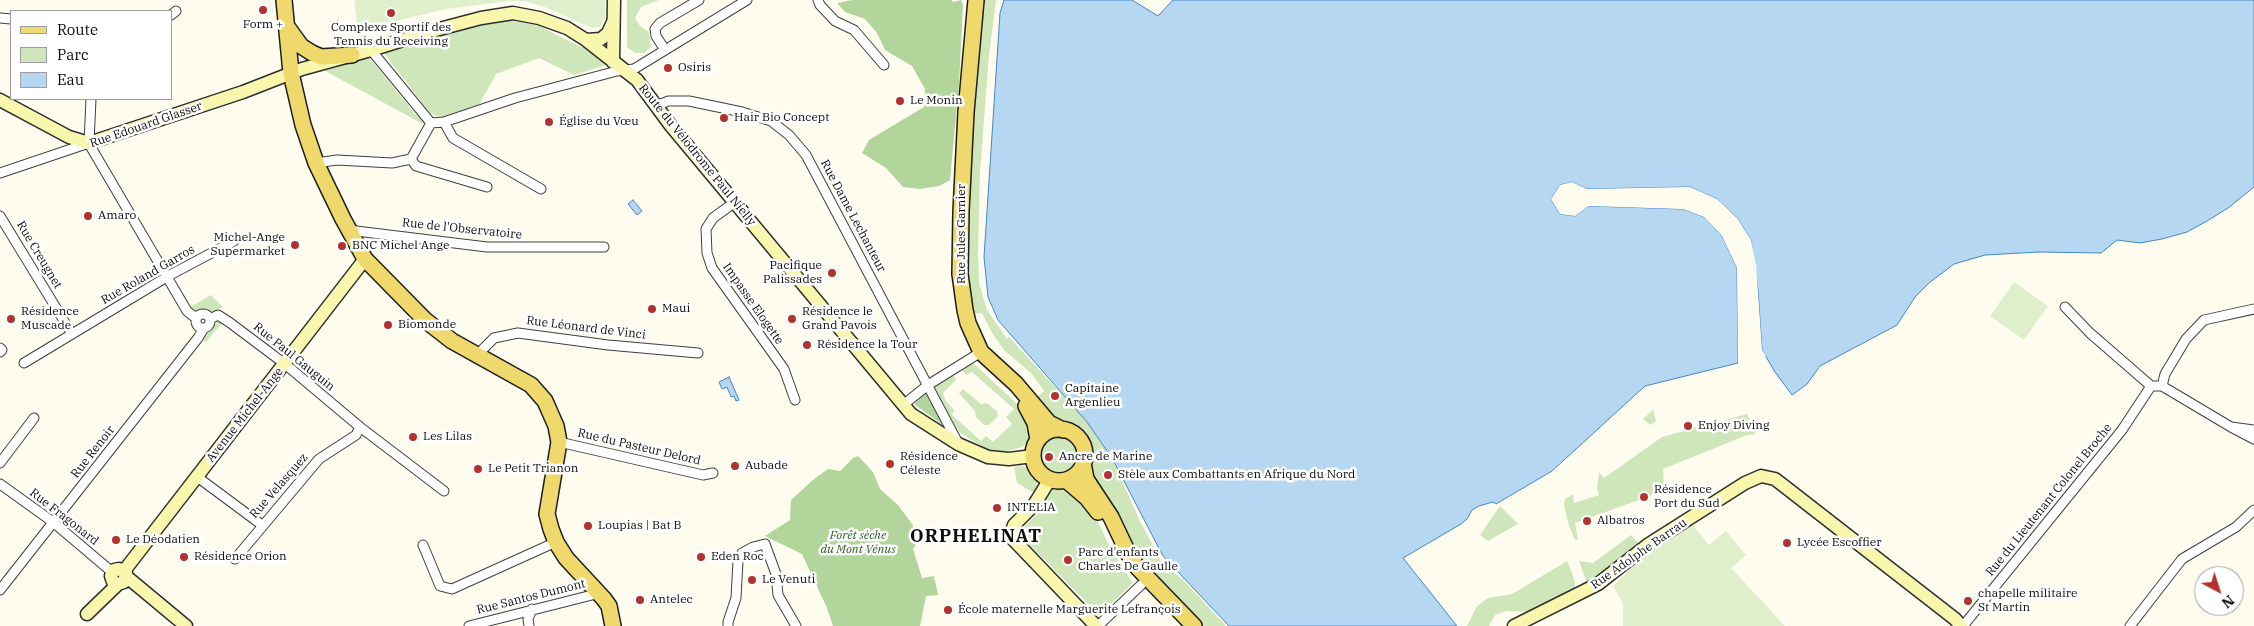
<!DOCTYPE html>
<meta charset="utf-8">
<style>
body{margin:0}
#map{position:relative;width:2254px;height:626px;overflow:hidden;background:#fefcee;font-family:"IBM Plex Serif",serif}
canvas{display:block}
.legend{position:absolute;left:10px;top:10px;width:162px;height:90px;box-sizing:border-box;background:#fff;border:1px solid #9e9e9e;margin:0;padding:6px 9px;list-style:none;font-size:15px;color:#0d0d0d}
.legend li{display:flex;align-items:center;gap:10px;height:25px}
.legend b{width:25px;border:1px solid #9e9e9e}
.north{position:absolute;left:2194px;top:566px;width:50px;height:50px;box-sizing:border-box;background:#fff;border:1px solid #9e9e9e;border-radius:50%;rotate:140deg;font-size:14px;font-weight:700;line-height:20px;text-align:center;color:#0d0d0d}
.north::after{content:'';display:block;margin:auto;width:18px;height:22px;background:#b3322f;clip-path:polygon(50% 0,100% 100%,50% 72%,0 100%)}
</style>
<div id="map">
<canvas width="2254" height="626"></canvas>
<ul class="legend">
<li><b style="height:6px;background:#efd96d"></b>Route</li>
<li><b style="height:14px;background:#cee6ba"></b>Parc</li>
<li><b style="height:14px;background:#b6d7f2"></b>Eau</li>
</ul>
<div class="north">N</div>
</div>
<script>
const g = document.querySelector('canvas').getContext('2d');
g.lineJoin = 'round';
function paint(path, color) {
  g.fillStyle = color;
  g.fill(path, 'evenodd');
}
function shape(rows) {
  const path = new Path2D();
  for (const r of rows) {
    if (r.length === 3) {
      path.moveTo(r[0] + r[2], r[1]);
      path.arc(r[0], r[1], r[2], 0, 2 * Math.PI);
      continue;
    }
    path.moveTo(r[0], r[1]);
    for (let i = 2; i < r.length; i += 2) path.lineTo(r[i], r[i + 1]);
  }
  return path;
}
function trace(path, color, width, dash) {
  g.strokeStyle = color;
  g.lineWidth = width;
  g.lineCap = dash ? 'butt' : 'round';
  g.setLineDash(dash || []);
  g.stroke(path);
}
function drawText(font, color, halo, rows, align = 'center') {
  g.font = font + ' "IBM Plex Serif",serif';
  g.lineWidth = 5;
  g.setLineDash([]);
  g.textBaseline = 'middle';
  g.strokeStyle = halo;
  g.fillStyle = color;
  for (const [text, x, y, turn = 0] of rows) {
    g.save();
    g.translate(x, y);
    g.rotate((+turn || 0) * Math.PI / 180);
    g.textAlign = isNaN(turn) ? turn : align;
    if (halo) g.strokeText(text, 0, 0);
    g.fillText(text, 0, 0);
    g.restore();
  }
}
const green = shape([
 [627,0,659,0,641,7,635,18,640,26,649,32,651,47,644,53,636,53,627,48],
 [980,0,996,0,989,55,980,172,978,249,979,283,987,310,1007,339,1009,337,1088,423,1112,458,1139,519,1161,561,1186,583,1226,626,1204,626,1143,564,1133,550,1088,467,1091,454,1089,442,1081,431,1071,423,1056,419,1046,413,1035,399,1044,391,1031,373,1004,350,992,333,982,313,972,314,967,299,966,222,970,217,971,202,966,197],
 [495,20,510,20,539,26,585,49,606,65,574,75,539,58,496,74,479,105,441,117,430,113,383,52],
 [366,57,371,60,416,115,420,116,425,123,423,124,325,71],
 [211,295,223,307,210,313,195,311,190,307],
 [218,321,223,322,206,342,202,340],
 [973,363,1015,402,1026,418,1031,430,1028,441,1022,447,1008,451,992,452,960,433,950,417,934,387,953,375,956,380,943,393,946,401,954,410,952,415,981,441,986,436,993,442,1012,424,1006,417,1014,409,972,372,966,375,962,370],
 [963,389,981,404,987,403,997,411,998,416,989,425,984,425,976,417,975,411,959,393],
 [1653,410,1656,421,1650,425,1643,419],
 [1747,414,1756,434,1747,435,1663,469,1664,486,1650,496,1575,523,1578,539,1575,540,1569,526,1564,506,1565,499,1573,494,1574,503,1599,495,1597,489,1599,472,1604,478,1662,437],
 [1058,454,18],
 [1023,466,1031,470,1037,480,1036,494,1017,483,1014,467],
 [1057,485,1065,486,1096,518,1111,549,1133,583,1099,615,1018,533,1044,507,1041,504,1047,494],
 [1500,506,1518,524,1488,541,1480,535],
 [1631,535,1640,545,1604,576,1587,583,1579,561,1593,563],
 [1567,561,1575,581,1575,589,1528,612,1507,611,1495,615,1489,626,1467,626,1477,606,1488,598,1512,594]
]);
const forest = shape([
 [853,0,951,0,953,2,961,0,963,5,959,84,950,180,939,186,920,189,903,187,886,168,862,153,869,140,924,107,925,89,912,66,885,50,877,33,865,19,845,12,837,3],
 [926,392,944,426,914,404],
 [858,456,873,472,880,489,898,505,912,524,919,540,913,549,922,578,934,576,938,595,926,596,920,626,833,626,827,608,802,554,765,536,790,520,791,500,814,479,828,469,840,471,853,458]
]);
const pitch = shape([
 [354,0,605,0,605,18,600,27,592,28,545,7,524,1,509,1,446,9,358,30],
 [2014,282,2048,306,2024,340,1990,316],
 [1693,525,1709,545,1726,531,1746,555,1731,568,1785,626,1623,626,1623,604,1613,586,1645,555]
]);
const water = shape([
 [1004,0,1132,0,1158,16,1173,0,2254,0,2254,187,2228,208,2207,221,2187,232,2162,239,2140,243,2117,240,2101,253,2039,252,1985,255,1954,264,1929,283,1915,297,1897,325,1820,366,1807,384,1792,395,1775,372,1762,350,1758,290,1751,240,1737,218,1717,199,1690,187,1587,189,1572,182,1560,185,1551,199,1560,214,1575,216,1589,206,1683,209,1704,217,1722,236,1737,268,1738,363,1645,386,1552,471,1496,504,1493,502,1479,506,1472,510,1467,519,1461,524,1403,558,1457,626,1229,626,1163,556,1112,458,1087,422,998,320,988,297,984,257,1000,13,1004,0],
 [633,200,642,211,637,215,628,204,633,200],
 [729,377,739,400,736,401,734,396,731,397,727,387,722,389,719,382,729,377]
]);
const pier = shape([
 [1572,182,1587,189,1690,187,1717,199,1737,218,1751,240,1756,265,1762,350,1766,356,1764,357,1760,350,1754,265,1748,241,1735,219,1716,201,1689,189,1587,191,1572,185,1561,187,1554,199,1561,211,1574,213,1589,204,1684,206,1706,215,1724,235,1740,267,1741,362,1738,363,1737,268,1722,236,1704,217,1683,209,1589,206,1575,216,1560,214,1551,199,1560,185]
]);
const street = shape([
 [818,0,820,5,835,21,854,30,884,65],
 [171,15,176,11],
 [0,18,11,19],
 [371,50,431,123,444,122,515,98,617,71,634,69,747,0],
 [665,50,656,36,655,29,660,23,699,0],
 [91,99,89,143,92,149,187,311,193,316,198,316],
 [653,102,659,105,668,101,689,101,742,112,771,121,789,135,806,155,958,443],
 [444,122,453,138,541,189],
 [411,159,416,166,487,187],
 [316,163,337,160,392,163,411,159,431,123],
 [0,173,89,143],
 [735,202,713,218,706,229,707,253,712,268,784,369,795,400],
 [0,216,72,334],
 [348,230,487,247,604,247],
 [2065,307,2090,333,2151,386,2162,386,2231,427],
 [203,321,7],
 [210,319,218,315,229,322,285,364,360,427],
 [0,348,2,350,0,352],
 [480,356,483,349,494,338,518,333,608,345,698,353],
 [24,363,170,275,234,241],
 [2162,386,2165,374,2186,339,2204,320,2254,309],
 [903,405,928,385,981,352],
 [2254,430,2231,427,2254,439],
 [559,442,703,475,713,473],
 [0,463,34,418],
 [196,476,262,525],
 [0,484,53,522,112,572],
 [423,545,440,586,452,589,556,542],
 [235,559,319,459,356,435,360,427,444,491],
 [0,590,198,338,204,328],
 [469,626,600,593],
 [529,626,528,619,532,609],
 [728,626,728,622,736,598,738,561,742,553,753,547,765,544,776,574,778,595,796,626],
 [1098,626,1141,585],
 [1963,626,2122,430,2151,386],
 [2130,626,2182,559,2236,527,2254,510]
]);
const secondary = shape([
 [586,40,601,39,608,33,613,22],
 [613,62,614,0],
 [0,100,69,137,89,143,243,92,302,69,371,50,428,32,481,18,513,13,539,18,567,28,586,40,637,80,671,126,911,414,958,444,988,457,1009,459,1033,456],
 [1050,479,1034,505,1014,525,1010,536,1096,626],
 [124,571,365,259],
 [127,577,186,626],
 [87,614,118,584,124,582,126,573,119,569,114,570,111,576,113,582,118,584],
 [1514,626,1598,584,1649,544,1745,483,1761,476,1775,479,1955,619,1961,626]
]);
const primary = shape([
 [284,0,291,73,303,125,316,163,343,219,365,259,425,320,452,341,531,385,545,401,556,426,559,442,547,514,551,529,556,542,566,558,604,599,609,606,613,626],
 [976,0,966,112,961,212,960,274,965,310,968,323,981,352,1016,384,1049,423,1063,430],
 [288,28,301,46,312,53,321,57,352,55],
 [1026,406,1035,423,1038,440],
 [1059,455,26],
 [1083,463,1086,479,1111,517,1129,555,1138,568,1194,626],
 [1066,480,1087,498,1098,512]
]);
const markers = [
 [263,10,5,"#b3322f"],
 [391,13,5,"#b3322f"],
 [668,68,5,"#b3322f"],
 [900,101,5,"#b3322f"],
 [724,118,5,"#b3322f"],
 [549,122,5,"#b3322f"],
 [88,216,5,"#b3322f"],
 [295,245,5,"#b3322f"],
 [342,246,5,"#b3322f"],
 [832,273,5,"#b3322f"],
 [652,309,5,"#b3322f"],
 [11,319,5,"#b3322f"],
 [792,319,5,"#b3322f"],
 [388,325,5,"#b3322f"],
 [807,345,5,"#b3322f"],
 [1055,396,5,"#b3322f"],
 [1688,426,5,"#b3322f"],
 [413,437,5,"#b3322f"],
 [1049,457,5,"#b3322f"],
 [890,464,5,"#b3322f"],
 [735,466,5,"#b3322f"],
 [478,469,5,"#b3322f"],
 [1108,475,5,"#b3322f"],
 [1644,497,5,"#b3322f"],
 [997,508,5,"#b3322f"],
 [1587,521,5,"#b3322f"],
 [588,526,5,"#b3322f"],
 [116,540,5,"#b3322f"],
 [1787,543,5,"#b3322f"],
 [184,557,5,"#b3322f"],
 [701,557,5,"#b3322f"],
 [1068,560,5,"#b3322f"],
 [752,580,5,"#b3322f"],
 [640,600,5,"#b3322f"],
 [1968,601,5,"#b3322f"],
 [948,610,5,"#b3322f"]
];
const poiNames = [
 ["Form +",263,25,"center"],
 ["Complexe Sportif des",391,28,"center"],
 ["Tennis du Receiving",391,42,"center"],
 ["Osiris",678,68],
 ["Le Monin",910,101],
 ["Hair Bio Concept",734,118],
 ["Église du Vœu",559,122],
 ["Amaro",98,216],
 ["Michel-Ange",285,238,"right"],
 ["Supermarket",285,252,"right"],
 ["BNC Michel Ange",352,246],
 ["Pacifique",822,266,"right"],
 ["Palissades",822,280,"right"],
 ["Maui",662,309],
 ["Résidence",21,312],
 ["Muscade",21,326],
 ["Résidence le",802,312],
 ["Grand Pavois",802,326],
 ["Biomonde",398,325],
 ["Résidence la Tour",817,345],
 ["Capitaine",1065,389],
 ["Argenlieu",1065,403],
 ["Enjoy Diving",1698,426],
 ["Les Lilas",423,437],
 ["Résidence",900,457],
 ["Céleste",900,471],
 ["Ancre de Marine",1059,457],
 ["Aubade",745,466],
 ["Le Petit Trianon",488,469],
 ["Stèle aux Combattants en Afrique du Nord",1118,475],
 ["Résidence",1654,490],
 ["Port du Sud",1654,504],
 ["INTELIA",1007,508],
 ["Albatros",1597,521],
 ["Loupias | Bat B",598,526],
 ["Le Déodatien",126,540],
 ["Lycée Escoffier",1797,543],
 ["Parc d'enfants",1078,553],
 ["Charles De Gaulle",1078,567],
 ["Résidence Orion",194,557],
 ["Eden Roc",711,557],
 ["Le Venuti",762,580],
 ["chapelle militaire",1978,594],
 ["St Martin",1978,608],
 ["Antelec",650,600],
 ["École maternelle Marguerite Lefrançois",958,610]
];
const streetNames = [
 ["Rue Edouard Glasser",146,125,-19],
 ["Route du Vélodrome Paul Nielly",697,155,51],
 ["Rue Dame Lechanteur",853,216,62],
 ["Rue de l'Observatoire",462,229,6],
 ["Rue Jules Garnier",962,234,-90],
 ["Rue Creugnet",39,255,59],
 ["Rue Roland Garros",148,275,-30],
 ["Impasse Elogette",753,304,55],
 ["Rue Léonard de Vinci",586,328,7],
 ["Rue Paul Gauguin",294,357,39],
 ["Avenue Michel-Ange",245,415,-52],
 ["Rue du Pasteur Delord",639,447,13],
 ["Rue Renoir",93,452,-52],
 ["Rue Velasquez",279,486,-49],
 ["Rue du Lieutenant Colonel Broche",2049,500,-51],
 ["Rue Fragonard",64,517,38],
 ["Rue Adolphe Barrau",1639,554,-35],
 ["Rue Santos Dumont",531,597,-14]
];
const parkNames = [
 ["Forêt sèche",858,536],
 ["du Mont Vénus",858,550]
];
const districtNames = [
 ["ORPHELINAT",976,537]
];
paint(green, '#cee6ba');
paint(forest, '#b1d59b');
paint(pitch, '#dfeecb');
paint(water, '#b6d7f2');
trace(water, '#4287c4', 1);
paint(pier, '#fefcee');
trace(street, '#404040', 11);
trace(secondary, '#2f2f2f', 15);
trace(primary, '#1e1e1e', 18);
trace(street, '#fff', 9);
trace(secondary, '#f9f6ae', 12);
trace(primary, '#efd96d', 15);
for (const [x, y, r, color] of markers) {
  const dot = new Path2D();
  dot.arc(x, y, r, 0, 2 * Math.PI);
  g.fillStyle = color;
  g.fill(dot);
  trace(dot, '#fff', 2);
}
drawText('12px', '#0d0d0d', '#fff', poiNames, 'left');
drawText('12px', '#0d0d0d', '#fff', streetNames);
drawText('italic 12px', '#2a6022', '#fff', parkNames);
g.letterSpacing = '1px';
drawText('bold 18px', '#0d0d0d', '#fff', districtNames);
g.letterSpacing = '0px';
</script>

Aim of the task: From the listing above, copy every line where the string "strokeStyle" is found.

Exercise answer:
  g.strokeStyle = color;
  g.strokeStyle = halo;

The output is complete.